For the sitemap to be usable by your visitors, you have to do two things:
You must place your sitemap in the site’s webspace, and configure the server to send it correctly.
Serve your sitemap as application/xml or text/xml. In the Apache HTTPd webserver, if your sitemap has the suffix .xml, you need:
AddType application/xml .xml
Sitemaps could contain a fair amount of metadata about every page in the site. But, as XML, they will also be quite repetitive (element/attribute names, whitespace), and should compress well. Feel free to use HTTP compression if your sitemap turns out big. Note, however, that compression is not required to serve a sitemap file.
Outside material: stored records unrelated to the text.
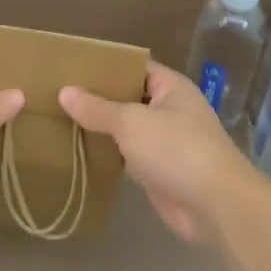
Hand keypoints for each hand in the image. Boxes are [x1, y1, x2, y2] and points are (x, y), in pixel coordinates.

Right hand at [59, 61, 257, 243]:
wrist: (214, 205)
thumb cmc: (176, 149)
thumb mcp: (132, 122)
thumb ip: (98, 108)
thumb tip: (64, 91)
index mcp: (170, 87)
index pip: (134, 66)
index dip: (105, 65)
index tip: (71, 66)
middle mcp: (169, 109)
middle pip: (128, 97)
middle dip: (97, 97)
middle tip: (56, 93)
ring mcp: (164, 142)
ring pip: (126, 128)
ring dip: (100, 127)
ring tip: (59, 118)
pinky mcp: (157, 171)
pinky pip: (127, 155)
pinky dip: (107, 154)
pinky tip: (78, 150)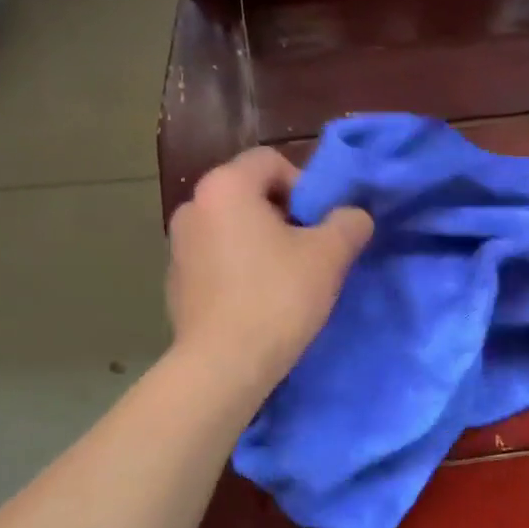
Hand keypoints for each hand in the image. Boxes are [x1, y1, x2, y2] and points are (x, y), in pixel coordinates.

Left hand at [167, 147, 373, 394]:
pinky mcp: (175, 282)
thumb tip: (353, 216)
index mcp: (225, 187)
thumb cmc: (278, 298)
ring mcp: (178, 246)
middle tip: (310, 251)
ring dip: (261, 242)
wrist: (223, 366)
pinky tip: (257, 301)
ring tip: (286, 279)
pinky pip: (216, 259)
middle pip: (250, 193)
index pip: (271, 161)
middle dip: (284, 215)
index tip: (319, 224)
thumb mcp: (330, 255)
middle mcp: (193, 206)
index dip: (304, 186)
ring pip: (233, 228)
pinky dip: (239, 268)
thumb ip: (348, 222)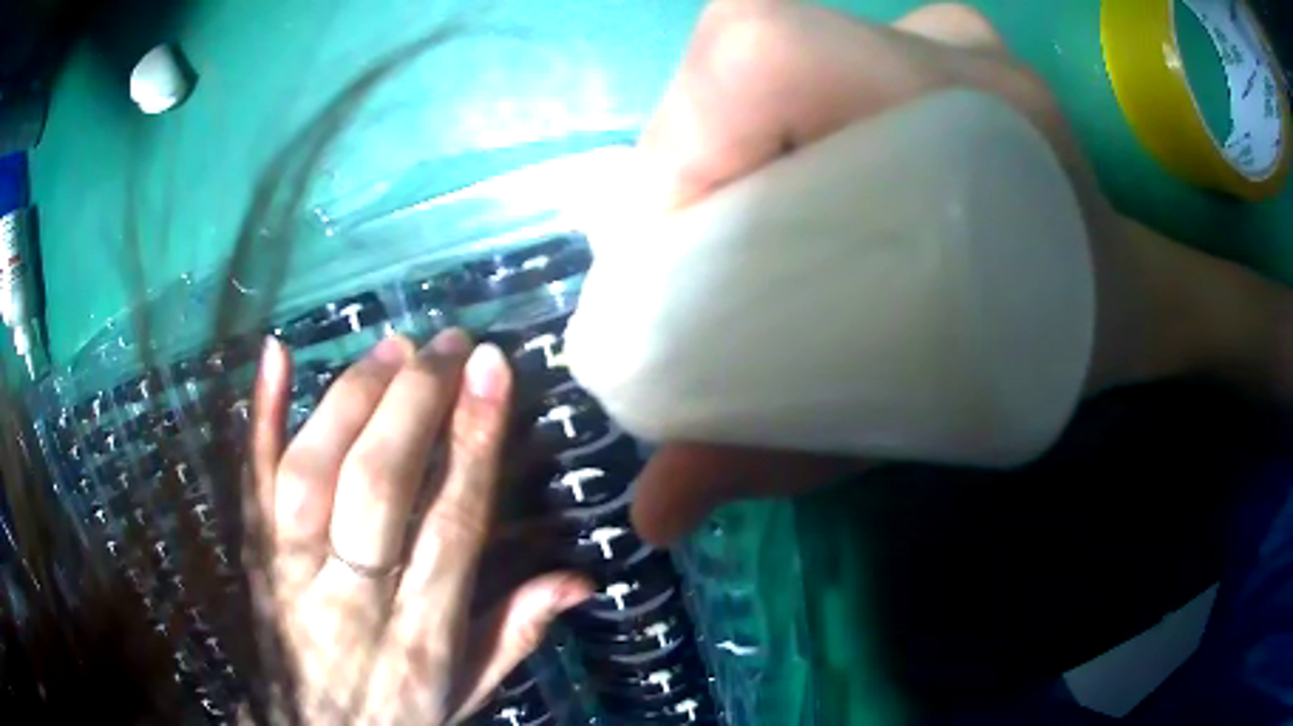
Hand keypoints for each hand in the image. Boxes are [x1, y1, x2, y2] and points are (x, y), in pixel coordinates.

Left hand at [248, 331, 589, 723]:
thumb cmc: (394, 717)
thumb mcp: (466, 693)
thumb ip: (514, 634)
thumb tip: (581, 578)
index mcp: (419, 638)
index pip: (450, 525)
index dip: (473, 442)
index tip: (493, 369)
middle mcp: (349, 599)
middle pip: (377, 486)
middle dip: (415, 403)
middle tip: (447, 345)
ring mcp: (289, 574)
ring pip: (313, 473)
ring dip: (352, 400)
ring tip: (393, 349)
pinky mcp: (251, 557)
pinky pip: (250, 484)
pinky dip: (259, 417)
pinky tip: (275, 354)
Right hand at [628, 0, 1292, 543]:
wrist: (1125, 289)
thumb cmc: (1064, 352)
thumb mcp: (937, 417)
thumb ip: (789, 459)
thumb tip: (655, 512)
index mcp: (973, 108)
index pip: (765, 55)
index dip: (685, 140)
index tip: (668, 252)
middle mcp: (941, 45)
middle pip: (739, 60)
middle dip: (681, 162)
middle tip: (684, 264)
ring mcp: (928, 32)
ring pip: (755, 58)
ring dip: (710, 147)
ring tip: (726, 233)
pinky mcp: (914, 43)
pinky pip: (792, 65)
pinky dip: (749, 127)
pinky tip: (769, 187)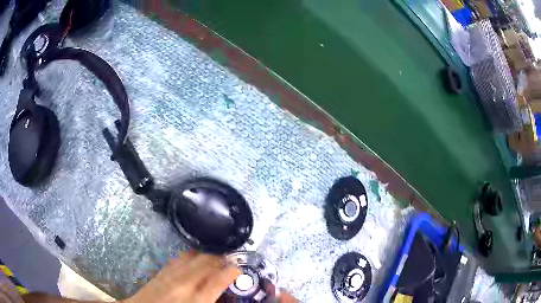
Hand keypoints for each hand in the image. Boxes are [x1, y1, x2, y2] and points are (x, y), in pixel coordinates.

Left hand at [124, 251, 239, 302]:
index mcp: (196, 300)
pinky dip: (190, 257)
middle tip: (229, 261)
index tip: (239, 269)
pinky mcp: (160, 273)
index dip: (232, 271)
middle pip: (206, 263)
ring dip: (205, 256)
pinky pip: (178, 259)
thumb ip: (209, 299)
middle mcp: (183, 285)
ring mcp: (169, 276)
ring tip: (214, 258)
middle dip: (220, 259)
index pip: (218, 279)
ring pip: (192, 257)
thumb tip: (218, 292)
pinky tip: (193, 259)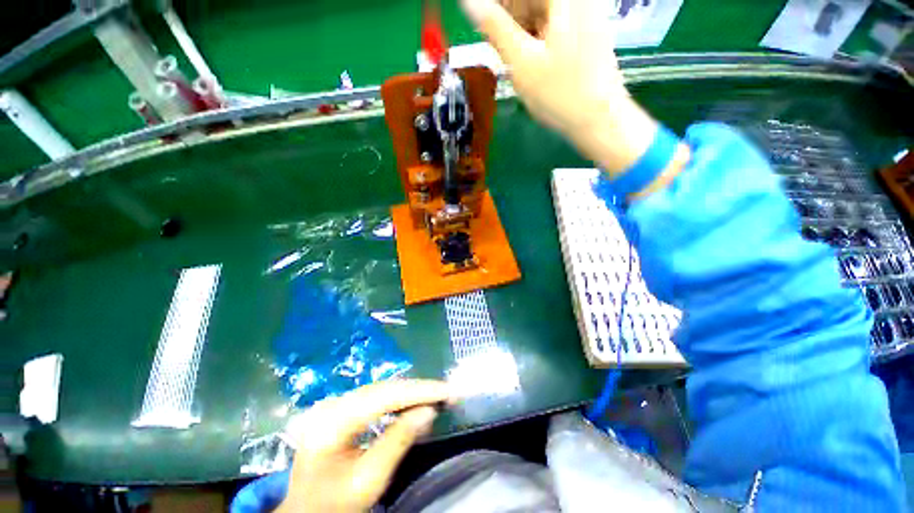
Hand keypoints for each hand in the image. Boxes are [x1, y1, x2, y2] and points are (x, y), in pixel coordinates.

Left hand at [275, 380, 450, 512]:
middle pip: (382, 388)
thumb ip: (399, 442)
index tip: (446, 391)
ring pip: (380, 388)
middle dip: (417, 389)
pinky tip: (412, 399)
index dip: (418, 391)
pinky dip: (397, 397)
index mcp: (332, 424)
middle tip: (445, 391)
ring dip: (409, 391)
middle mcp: (331, 405)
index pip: (384, 397)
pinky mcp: (338, 406)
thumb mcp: (370, 480)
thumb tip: (429, 411)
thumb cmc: (336, 503)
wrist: (305, 512)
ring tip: (435, 393)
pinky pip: (374, 396)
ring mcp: (333, 403)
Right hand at [460, 0, 678, 177]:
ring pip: (541, 12)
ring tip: (511, 57)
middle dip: (509, 19)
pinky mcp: (586, 32)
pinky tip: (529, 60)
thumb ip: (494, 27)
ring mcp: (585, 14)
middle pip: (532, 1)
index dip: (498, 9)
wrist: (598, 120)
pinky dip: (536, 38)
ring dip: (520, 30)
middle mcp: (578, 0)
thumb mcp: (521, 62)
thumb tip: (470, 2)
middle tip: (497, 47)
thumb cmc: (559, 93)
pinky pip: (553, 24)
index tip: (485, 28)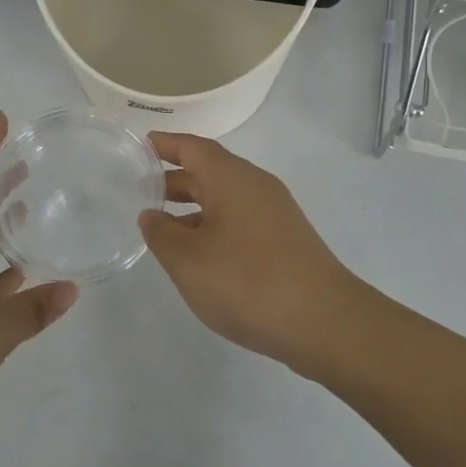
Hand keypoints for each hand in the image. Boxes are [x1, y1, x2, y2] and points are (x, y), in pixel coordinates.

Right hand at [138, 133, 368, 368]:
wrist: (324, 322)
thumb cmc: (247, 282)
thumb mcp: (188, 260)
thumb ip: (161, 234)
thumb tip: (151, 215)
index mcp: (232, 178)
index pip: (193, 148)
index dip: (165, 145)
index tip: (141, 144)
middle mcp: (256, 186)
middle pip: (210, 171)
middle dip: (175, 179)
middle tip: (140, 190)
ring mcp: (275, 213)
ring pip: (225, 198)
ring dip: (193, 206)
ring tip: (162, 226)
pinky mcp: (285, 240)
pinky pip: (240, 219)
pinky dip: (213, 225)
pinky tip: (199, 253)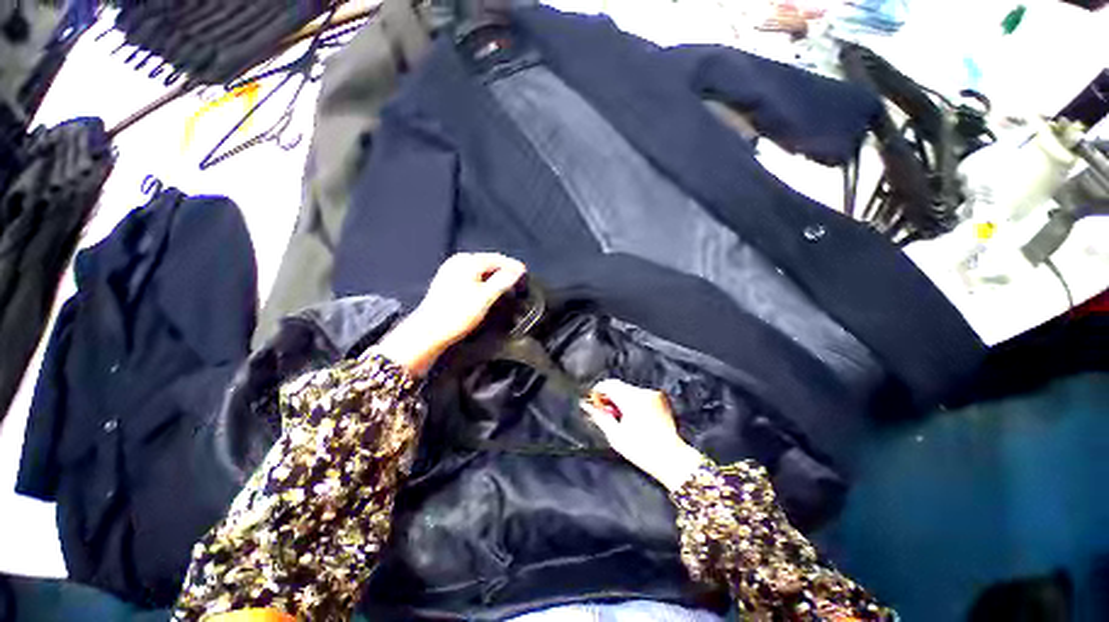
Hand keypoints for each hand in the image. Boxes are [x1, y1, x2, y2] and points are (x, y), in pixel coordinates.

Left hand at [371, 253, 525, 376]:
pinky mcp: (447, 283)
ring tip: (506, 286)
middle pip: (487, 262)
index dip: (513, 265)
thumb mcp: (485, 297)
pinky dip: (483, 281)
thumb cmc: (457, 314)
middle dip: (504, 270)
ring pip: (479, 270)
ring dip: (494, 276)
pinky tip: (488, 290)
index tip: (525, 273)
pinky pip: (471, 277)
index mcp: (467, 261)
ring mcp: (450, 271)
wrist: (429, 332)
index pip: (496, 258)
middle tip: (517, 280)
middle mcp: (457, 262)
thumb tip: (517, 271)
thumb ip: (503, 281)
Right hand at [582, 379, 704, 491]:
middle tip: (604, 412)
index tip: (593, 403)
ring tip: (618, 417)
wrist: (672, 458)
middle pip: (618, 386)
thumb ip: (599, 417)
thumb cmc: (642, 450)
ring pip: (628, 389)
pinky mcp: (659, 399)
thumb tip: (586, 405)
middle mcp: (643, 392)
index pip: (608, 385)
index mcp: (631, 400)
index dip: (597, 391)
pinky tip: (631, 416)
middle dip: (608, 396)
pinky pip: (639, 394)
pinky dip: (631, 401)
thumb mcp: (615, 435)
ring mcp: (653, 394)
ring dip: (619, 398)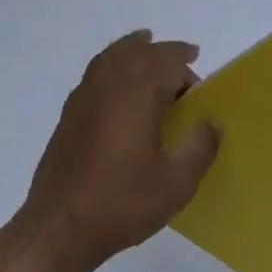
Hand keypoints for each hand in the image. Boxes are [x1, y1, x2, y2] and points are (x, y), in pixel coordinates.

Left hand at [20, 31, 220, 271]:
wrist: (59, 226)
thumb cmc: (122, 202)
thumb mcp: (176, 183)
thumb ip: (199, 148)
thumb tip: (212, 123)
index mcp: (137, 93)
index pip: (167, 62)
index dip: (186, 66)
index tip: (200, 83)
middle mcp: (108, 85)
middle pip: (137, 52)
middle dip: (162, 52)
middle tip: (183, 57)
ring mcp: (83, 98)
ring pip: (110, 57)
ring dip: (132, 49)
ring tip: (145, 46)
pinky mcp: (68, 116)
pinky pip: (94, 74)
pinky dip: (110, 65)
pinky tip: (117, 86)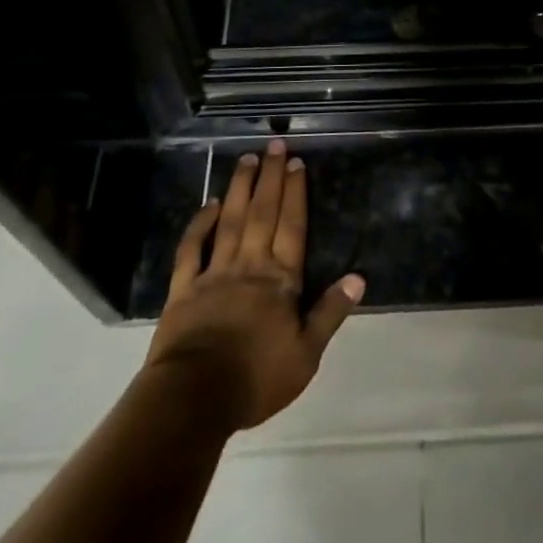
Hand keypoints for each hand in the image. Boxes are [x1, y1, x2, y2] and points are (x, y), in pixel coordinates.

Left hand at [144, 140, 364, 431]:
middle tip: (274, 145)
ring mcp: (214, 273)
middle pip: (263, 213)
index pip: (292, 227)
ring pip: (230, 221)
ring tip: (247, 159)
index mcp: (279, 280)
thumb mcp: (306, 355)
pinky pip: (192, 250)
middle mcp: (249, 266)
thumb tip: (358, 278)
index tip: (296, 163)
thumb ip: (330, 313)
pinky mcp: (184, 289)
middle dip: (270, 178)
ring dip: (240, 188)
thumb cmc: (255, 379)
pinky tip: (209, 204)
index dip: (296, 193)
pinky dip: (199, 224)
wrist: (194, 398)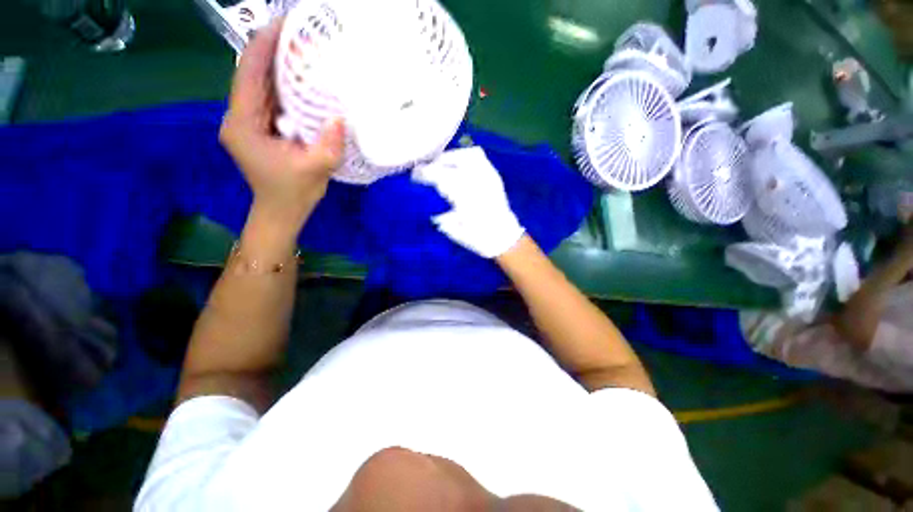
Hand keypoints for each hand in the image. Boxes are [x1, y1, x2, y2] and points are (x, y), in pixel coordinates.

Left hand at [220, 18, 345, 236]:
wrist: (282, 211)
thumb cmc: (293, 193)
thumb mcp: (315, 170)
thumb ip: (328, 145)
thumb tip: (339, 117)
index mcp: (243, 124)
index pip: (249, 74)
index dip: (265, 46)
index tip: (284, 25)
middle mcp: (240, 116)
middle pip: (254, 75)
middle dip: (276, 52)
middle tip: (302, 36)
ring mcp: (249, 121)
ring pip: (263, 86)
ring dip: (282, 68)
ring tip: (305, 51)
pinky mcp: (261, 127)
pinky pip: (272, 100)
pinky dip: (287, 88)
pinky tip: (304, 81)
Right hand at [413, 147, 524, 257]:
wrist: (504, 237)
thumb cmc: (478, 238)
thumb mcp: (455, 231)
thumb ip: (441, 217)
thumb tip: (431, 206)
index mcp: (465, 199)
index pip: (441, 177)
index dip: (425, 174)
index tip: (415, 177)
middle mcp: (477, 183)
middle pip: (452, 163)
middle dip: (435, 164)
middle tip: (426, 169)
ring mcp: (488, 177)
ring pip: (466, 155)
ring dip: (450, 157)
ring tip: (441, 163)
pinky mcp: (494, 175)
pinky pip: (479, 157)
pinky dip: (465, 155)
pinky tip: (458, 163)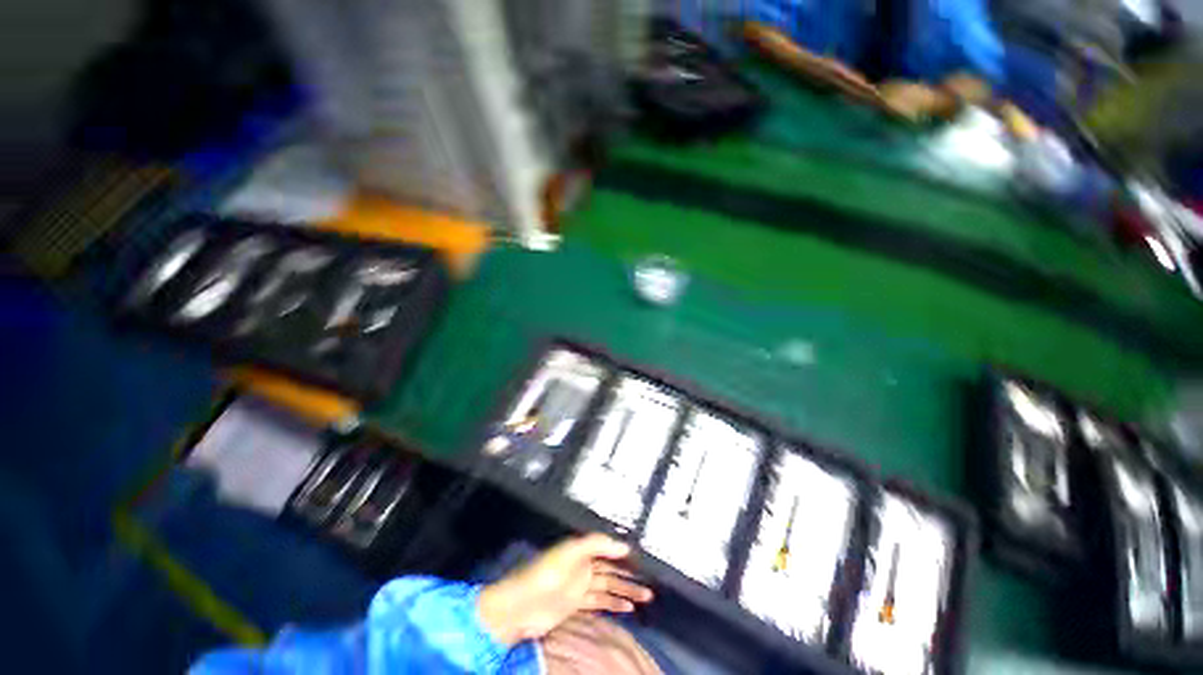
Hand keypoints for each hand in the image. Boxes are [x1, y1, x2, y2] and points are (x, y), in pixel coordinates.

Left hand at [477, 534, 653, 645]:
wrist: (520, 606)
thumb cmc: (545, 573)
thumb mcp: (571, 552)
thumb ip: (597, 544)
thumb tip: (623, 546)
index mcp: (581, 549)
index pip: (607, 548)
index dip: (624, 553)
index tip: (643, 558)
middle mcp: (583, 565)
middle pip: (611, 568)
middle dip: (629, 574)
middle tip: (650, 580)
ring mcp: (580, 585)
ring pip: (609, 586)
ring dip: (626, 591)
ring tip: (645, 596)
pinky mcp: (576, 604)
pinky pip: (600, 601)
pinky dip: (614, 604)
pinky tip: (627, 608)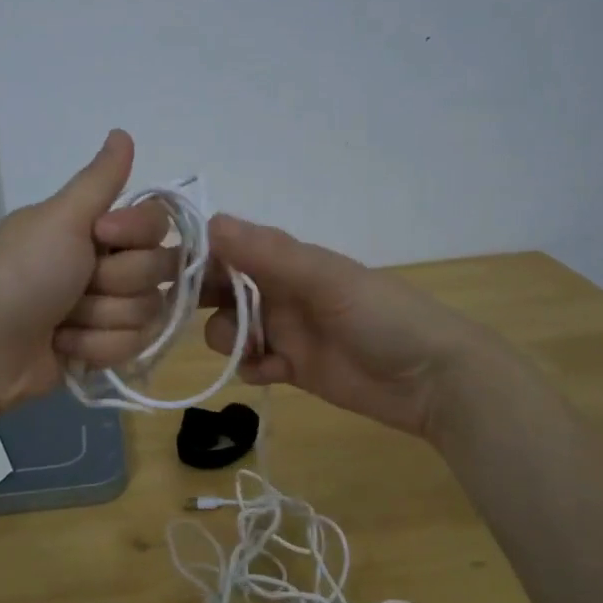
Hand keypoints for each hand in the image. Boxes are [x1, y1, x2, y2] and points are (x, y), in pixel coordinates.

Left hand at [0, 130, 178, 414]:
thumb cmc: (23, 274)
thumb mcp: (60, 218)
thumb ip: (100, 179)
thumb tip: (122, 131)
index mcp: (97, 227)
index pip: (158, 222)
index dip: (137, 232)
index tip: (101, 236)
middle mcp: (108, 262)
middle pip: (159, 269)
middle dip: (115, 282)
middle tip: (76, 286)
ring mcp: (109, 307)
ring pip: (149, 311)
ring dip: (101, 318)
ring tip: (63, 320)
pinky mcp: (107, 346)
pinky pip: (135, 345)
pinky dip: (96, 346)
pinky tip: (64, 344)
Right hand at [200, 215, 480, 437]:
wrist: (432, 380)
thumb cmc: (382, 317)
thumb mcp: (326, 280)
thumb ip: (269, 254)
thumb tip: (209, 223)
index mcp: (286, 260)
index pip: (227, 247)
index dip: (197, 257)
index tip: (169, 273)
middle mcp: (279, 290)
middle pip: (221, 288)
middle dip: (202, 298)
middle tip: (184, 315)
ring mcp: (285, 329)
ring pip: (230, 327)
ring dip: (229, 337)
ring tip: (254, 349)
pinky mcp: (292, 367)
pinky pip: (252, 363)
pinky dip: (252, 367)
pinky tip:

Most modern browsers can receive compressed files over HTTP, and automatically decompress them when they arrive. HTTP provides two mechanisms for this:
The possibilties for using content encoding are:
It’s possible to get a server to compress files automatically. Apache does this through a 3rd-party module mod_gzip for gzip, and through a standard module mod_deflate for deflate. IIS has a built-in feature.
You may prefer to compress the files yourself, and store them on the server in compressed form, saving the server from the overhead of compression and the extra storage to cache the compressed version. You just need to tell the server that they should be served with an HTTP header field indicating that they are encoding for the purpose of end-to-end compression. In Apache:
AddEncoding gzip .gz
(This assumes that your pre-compressed files are identified by a conventional .gz suffix, but any appropriate suffix will do.)
Mozilla (Firefox), Opera and Safari will handle this. IE will also if it’s using HTTP/1.1 — check its settings both for direct and proxy connections. GoogleBot will also cope with it, as can careful Java applications.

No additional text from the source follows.